Figure 7—figure supplement 1.. Normal localization of FipA depends on interaction with FlhF.

Localization pattern of V. parahaemolitycus FipA-sfGFP in the indicated wild-type and mutant strains. The upper panels display the DIC micrographs, the lower panel the corresponding fluorescence imaging (scale bar equals 5 µm). The images are enlargements of the micrographs in Figure 7A (upper) and 7B (lower).

Figure 7—figure supplement 2.. Normal localization of FipA depends on interaction with FlhF.

Localization pattern of P. putida FipA-sfGFP in the indicated wild-type and mutant strains. The upper panels display the DIC micrographs, the lower panel the corresponding fluorescence imaging (scale bar equals 5 µm). The images are enlargements of the micrographs in Figure 7D (upper) and 7E (lower).

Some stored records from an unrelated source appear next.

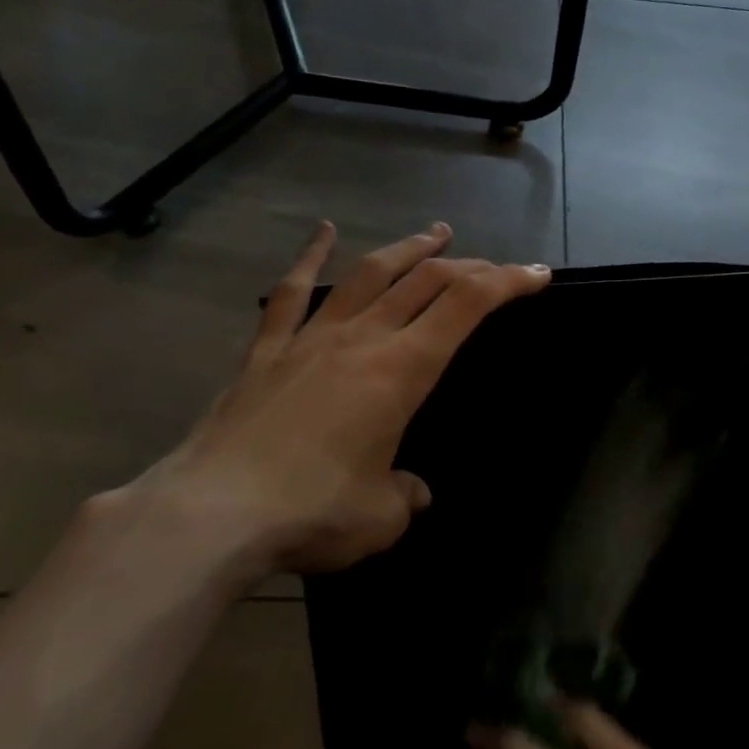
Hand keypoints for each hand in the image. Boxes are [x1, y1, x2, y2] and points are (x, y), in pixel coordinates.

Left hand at [113, 221, 548, 582]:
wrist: (212, 512)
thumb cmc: (311, 512)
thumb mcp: (380, 517)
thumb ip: (404, 496)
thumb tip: (411, 492)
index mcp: (401, 371)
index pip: (466, 307)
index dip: (508, 282)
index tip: (537, 274)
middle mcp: (362, 340)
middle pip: (425, 282)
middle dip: (469, 266)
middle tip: (494, 265)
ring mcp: (311, 339)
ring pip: (369, 275)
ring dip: (408, 250)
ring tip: (436, 233)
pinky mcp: (267, 351)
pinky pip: (292, 293)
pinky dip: (310, 258)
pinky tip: (323, 232)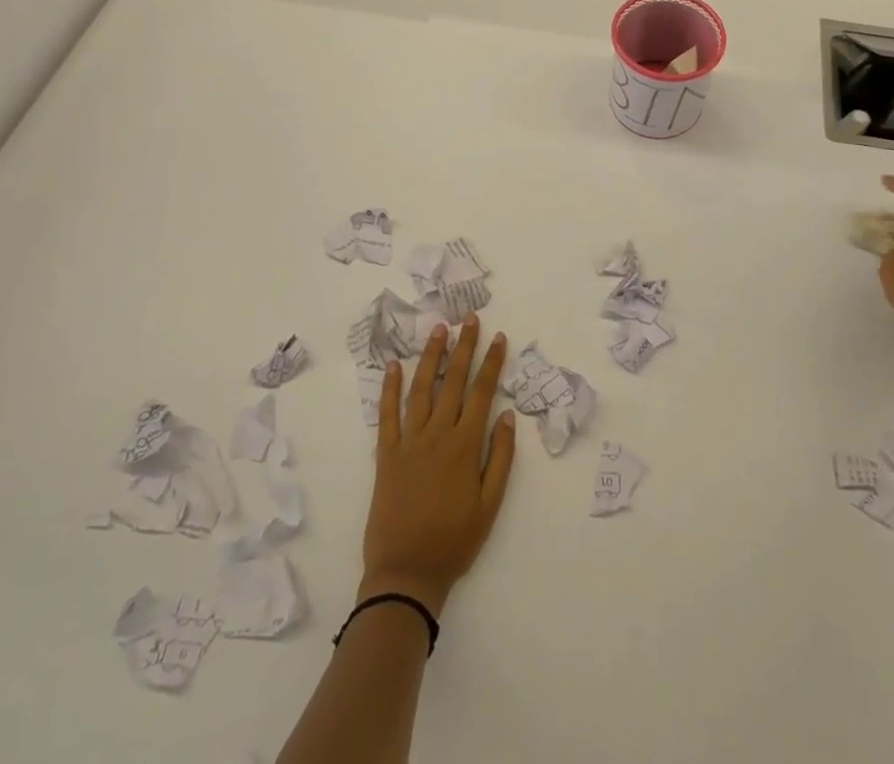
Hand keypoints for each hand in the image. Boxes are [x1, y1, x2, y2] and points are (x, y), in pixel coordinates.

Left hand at [361, 316, 516, 615]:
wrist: (406, 574)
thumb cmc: (454, 542)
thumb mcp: (490, 505)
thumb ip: (500, 458)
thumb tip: (507, 415)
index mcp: (464, 446)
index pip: (482, 393)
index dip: (491, 363)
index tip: (498, 337)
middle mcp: (437, 435)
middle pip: (453, 382)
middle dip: (464, 348)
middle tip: (470, 319)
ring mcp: (409, 442)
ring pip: (421, 389)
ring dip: (431, 357)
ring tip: (439, 330)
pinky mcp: (386, 455)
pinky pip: (387, 415)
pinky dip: (390, 388)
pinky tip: (394, 365)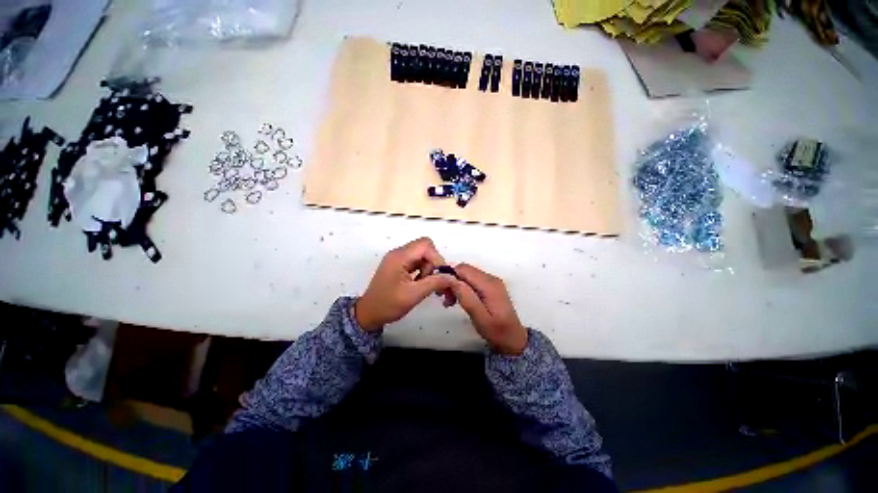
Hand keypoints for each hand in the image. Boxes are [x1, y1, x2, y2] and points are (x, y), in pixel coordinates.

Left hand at [355, 238, 455, 331]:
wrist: (368, 315)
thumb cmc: (388, 305)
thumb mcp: (413, 295)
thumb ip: (435, 283)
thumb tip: (452, 278)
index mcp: (399, 257)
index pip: (425, 245)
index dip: (437, 258)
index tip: (441, 276)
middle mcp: (398, 253)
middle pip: (425, 248)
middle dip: (433, 264)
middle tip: (432, 281)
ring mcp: (398, 259)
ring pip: (422, 256)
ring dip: (429, 269)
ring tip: (426, 286)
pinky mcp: (399, 266)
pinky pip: (417, 262)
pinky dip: (423, 271)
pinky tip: (421, 284)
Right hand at [450, 263, 527, 354]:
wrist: (513, 340)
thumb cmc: (497, 332)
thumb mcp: (480, 318)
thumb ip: (466, 298)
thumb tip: (452, 280)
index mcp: (489, 284)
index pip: (464, 269)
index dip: (450, 275)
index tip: (441, 290)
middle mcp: (491, 279)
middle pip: (465, 270)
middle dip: (452, 281)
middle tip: (445, 298)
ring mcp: (491, 282)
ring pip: (467, 275)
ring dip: (456, 285)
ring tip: (450, 302)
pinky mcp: (490, 286)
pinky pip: (472, 281)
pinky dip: (462, 288)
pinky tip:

Figure 7—figure supplement 3.. Localization of SpFipA in different strain backgrounds.

Left: Micrographs showing DIC (left) and fluorescence (right) microscopy on cells with FipA-sfGFP in different background strains as indicated. The scale bar equals 5 µm. The corresponding quantification (N>300, three independent experiments) is shown to the right. FipA loses its polar localization in a mutant lacking HubP and in a mutant with the L125A substitution in FipA.